- Born: August 30, 1935 (age 91) Budapest, Hungary
- Education: Queens College of the City University of New York; Princeton University;
- Children: 2
- Scientific career
- Fields: Psychology
- Workplaces: University of Illinois; Rutgers University; University of British Columbia;
- Notable students: Philip E. Tetlock
- Website: www2.psych.ubc.ca/~psuedfeld/

= Peter Suedfeld =

Hungarian-Canadian psychologist (born 1935)

Peter Suedfeld (born August 30, 1935) is a Hungarian-Canadian professor emeritus of psychology at the University of British Columbia.

Suedfeld is a researcher in the field of Restricted Environmental Stimulation Therapy (REST), and was the founding President of IRIS (the International REST Investigators Society). His archival and field research studied the reactions and adaptation of crews in the Antarctic, the Canadian High Arctic, and space vehicles. The findings were among the earliest to emphasize the positive and negative aspects of these experiences. He urged space agencies to consider new methods for enhancing astronauts’ psychological well-being, rather than focusing on treating adverse effects.

==Biography==
Peter Suedfeld was born in Budapest, Hungary to Jewish parents who died in the concentration camp at Auschwitz. The young Suedfeld escaped with the help of the International Red Cross and immigrated to the United States after World War II. After three years of service in the United States Army, he received his BA from Queens College of the City University of New York in 1960, and his MA and PhD in experimental psychology from Princeton University in 1963. He taught at the University of Illinois and Rutgers University prior to joining the University of British Columbia in 1972 as head of the Department of Psychology. He later became Dean of the Faculty of Graduate Studies, and now holds emeritus status.

Suedfeld is a Fellow of the Royal Society of Canada (the National Academy), the Canadian Psychological Association, the American Psychological Association (6 Divisions), and the Academy of Behavioral Medicine Research. He is a full member of the International Academy of Astronautics, a Fellow International of the Explorers Club, and the only psychologist elected as an Honorary Fellow of the Royal Canadian Geographical Society. He has received the Canadian Psychological Society's Donald O. Hebb Award, its highest award for distinguished scientific contributions, as well as the Society's gold medal for distinguished and enduring lifetime contributions to Canadian psychology and its Award for Distinguished Contributions to the International Advancement of Psychology. Other awards include the Canadian Polar Medal, Queen Elizabeth II's Diamond Jubilee Medal, the highest award for scientific contributions from the International Society of Political Psychology, the Antarctica Service Medal of the U.S. National Science Foundation, and the Zachor Award of the Parliament of Canada for contributions by Holocaust survivors to Canadian society. He has chaired the Canadian Antarctic Research Program and the Life Sciences Advisory Committee of the Canadian Space Agency. He continues his research and organizational activities at the University of British Columbia in Vancouver, British Columbia. In 2019 Suedfeld was admitted to the Order of Canada.

==Research==
His research, published in seven books and over 300 book chapters and journal articles, has focused on the strengths of people as they cope during and after experiencing extreme, unusual, challenging, and traumatic events and environments. His methodology has included laboratory experiments in profound stimulus reduction, fieldwork in the Antarctic and the High Arctic, and interview and questionnaire studies with Holocaust survivors, prisoners in solitary confinement, and astronauts. More recently, he has been developing and applying methods of quantitative content analysis to archival material produced by individuals in those groups, as well as solitary sailors, early explorers, mountain climbers, and high-level political and military leaders in situations of personal, national, and international stress.

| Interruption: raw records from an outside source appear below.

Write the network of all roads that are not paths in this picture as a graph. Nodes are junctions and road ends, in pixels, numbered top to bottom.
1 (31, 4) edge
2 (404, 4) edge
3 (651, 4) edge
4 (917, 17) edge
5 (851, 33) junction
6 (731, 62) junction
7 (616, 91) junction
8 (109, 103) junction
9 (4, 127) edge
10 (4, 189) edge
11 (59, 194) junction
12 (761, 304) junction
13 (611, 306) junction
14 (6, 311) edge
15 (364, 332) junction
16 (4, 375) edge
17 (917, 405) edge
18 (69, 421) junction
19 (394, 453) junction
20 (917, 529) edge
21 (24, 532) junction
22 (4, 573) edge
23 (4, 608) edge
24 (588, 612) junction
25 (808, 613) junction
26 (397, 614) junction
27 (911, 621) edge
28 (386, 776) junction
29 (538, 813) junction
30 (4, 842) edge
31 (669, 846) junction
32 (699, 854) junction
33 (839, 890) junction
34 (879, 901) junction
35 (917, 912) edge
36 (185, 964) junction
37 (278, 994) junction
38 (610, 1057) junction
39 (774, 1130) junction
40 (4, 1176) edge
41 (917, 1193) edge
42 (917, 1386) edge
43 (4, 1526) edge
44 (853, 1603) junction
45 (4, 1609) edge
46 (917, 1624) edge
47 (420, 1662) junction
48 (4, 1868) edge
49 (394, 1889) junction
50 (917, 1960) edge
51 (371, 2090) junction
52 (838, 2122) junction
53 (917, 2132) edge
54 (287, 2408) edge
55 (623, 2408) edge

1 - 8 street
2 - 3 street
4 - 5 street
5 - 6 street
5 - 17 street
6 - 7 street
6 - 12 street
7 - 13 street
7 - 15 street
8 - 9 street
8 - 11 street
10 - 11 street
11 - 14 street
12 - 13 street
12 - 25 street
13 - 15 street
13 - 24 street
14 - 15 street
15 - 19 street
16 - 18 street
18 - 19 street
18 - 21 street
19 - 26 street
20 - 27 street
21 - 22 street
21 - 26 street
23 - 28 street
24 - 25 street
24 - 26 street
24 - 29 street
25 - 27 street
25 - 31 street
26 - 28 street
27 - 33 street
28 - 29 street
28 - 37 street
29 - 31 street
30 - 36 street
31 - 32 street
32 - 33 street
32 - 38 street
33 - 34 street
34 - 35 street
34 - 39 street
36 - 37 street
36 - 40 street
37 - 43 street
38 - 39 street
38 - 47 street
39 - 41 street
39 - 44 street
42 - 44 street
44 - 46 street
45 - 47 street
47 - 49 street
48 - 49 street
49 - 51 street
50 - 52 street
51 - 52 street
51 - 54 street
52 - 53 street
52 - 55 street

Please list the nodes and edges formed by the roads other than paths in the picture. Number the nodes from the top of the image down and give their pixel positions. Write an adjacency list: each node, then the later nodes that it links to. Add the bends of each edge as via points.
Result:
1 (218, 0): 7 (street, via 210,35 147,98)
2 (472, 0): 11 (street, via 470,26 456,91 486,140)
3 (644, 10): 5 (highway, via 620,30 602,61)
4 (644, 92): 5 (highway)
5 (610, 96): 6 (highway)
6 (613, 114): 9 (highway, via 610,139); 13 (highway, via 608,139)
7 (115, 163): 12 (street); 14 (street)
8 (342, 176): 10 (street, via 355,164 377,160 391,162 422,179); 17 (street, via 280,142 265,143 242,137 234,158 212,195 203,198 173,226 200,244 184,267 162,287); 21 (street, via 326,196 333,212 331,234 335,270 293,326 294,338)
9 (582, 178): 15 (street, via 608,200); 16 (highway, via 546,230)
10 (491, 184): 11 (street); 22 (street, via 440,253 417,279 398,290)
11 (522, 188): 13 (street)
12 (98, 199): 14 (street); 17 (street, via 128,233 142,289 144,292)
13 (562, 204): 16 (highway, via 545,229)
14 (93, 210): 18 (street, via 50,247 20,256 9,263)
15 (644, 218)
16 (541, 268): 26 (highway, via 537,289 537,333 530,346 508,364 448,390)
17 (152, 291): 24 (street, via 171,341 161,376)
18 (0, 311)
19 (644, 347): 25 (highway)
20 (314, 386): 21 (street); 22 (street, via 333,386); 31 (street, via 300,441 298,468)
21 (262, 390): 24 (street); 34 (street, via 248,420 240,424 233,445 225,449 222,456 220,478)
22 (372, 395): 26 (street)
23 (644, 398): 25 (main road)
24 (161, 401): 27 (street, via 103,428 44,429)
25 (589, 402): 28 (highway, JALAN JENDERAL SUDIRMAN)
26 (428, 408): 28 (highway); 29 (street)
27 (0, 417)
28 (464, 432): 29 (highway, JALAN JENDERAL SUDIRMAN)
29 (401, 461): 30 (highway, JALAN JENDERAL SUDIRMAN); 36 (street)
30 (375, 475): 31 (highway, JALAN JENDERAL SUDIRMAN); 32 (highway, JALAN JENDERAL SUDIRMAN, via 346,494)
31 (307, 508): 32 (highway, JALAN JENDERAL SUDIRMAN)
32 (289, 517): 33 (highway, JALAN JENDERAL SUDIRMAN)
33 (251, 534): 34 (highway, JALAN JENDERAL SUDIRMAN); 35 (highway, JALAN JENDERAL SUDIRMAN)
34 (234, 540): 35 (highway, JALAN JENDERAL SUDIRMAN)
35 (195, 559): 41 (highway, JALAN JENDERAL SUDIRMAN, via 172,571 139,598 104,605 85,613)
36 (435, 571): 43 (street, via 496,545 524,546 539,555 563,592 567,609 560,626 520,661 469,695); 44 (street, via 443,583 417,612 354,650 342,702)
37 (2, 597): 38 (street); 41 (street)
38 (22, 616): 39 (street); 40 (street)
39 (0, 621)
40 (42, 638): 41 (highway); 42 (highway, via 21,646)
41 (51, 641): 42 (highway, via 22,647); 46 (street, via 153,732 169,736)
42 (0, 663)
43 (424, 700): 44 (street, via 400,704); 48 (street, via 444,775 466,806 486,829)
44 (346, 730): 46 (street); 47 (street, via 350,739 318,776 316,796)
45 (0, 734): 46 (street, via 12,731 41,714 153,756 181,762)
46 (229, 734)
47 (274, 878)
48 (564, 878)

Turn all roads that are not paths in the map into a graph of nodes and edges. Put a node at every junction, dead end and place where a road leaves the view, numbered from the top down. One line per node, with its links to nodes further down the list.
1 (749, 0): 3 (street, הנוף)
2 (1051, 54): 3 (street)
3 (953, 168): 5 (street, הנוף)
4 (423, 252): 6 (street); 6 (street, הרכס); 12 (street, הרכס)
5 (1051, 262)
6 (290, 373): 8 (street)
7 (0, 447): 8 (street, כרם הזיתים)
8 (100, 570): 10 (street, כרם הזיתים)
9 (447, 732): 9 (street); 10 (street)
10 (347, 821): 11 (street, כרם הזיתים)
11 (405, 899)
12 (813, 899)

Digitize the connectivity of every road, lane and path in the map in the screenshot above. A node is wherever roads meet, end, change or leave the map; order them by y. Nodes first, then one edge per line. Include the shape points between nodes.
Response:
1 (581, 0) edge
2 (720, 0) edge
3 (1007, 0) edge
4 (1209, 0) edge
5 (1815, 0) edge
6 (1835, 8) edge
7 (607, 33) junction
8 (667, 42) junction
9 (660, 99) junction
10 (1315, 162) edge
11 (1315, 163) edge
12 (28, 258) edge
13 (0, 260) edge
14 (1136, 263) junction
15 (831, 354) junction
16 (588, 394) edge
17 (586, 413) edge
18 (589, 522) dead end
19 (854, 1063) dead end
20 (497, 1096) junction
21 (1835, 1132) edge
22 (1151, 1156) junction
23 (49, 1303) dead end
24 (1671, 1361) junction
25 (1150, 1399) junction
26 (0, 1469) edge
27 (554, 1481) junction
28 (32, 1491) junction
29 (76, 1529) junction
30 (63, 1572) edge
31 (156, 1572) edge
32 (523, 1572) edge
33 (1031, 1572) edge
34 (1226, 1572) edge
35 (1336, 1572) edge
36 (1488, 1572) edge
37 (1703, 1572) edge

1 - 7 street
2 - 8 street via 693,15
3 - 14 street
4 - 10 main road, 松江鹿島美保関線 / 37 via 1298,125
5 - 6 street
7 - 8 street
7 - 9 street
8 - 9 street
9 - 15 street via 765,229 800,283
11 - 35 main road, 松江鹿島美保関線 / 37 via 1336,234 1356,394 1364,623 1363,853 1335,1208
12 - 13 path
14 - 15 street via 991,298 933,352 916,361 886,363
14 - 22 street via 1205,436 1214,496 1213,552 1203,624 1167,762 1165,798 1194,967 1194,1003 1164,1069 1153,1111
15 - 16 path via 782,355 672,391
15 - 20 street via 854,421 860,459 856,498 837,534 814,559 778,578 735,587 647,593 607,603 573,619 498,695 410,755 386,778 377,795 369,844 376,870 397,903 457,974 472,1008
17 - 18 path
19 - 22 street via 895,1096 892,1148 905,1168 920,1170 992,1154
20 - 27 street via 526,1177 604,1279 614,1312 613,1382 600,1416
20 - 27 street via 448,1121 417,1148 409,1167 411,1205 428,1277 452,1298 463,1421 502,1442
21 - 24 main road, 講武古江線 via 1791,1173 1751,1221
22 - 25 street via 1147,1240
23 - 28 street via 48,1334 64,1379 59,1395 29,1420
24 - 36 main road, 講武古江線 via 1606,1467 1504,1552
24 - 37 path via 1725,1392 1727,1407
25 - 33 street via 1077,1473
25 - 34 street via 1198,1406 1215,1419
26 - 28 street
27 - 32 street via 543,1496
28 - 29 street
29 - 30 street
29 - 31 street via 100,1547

His work in the area of political psychology is largely based on the quantitative analysis of archival materials. The research has demonstrated that changes in integrative complexity can be used to forecast the outcome of international crises (peaceful negotiation or war) as well as individual successes and that political leaders tend to be effective “cognitive managers” who direct resources as important problems need to be solved.

He has also engaged in a series of studies on survivors of genocide and persecution. His major findings indicate that contrary to professional prognoses and despite some long-lasting adverse consequences, Holocaust and other survivors generally do not suffer from full-blown post traumatic stress disorder, and lead productive, successful, and satisfying lives within circles of families, friends, and colleagues.

The overall theme of his work is summarized in his seminal paper, “Homo Invictus: The Indomitable Species.”